§ **Your task**
Go through the entries below and report how many lines contain the string "them". Nothing but the number is wanted.

§ **Exercise material**
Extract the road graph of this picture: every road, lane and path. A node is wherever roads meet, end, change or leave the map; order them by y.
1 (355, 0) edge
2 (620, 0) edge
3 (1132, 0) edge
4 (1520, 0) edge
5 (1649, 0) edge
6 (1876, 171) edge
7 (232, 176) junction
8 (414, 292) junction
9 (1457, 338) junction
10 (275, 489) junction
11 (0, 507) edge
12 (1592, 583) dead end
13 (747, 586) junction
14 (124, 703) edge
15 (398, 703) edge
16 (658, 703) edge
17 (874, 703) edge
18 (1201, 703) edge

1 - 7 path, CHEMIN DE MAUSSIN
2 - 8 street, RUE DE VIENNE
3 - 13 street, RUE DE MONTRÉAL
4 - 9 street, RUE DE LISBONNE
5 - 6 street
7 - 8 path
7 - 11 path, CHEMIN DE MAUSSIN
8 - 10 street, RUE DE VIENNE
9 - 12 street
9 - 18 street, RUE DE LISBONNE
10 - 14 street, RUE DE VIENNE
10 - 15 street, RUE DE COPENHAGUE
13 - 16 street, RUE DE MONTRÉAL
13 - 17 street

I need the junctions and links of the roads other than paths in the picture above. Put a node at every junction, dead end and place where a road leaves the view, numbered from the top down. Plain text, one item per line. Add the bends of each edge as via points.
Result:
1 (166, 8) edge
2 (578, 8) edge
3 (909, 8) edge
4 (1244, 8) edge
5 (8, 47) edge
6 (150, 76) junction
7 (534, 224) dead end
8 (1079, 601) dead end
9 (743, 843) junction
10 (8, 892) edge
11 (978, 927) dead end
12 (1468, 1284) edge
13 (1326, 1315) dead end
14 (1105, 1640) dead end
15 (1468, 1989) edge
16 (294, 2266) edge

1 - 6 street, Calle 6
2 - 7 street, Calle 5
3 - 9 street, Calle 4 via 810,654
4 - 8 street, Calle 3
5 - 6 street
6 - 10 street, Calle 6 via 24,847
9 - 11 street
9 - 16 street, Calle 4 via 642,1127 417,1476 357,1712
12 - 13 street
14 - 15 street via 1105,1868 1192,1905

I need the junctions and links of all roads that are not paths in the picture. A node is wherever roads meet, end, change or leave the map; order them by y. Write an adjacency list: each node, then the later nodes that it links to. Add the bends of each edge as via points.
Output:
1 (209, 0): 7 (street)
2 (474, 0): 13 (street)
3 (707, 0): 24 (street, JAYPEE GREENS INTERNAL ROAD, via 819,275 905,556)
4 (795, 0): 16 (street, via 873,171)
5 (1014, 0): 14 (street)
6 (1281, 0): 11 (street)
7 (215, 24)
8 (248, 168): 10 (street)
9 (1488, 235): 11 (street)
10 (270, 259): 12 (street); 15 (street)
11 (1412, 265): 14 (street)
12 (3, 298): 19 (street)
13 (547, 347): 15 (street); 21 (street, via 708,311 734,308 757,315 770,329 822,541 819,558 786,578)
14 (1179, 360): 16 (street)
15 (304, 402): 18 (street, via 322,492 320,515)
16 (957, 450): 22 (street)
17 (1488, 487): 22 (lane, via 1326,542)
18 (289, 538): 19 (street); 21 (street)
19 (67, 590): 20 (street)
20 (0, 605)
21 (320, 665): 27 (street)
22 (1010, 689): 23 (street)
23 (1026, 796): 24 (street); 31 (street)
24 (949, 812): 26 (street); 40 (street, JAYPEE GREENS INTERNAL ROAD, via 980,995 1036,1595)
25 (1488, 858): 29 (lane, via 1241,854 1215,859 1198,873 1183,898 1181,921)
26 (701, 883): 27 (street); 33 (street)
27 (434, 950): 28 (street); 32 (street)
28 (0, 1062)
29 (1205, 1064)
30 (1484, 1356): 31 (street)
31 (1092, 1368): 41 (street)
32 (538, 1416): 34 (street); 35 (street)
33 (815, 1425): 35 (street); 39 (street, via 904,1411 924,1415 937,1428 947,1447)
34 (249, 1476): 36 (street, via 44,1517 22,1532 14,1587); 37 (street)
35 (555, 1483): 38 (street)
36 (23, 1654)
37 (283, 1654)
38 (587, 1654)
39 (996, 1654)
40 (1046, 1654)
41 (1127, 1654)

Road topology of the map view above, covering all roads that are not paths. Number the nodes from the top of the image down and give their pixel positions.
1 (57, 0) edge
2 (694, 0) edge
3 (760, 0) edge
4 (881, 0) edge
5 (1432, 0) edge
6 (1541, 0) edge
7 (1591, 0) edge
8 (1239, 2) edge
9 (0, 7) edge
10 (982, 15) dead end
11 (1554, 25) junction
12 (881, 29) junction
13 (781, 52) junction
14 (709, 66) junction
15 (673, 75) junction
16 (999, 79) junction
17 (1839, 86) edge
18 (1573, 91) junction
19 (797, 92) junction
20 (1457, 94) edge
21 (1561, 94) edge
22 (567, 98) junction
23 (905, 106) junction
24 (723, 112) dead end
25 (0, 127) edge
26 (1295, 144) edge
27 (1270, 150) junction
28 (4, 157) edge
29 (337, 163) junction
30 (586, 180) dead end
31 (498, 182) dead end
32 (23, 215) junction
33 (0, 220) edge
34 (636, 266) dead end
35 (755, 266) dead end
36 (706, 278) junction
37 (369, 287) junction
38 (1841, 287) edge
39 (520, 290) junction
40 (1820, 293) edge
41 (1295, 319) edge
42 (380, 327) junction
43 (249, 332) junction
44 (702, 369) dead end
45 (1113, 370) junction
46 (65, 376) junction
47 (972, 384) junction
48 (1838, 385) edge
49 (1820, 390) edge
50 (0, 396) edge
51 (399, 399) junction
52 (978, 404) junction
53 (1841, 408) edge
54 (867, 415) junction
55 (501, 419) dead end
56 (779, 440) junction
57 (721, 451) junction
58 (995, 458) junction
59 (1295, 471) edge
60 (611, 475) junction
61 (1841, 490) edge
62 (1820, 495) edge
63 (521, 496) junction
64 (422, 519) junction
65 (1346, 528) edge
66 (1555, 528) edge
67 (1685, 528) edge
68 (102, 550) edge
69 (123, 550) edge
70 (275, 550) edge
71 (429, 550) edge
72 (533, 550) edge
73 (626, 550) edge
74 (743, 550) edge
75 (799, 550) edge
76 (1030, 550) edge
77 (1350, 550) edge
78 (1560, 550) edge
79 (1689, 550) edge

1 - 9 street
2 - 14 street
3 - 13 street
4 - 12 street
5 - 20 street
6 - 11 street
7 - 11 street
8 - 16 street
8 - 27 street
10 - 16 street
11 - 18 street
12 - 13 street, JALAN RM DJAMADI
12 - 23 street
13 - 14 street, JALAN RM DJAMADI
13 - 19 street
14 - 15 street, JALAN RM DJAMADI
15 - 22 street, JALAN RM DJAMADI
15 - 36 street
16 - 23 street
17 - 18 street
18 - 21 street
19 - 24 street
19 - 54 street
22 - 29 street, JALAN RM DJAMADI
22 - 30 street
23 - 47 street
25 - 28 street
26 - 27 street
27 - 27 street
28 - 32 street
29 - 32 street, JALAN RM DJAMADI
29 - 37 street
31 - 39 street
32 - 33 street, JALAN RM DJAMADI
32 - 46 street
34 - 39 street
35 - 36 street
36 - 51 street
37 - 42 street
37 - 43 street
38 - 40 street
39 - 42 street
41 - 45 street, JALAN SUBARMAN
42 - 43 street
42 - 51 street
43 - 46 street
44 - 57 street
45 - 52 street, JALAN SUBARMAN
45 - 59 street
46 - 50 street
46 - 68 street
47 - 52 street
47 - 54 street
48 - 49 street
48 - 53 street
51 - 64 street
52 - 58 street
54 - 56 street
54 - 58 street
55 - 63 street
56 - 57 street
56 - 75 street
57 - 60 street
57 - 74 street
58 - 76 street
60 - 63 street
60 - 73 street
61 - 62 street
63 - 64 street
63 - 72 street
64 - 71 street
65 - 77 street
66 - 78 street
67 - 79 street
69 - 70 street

§ **Exercise response**
2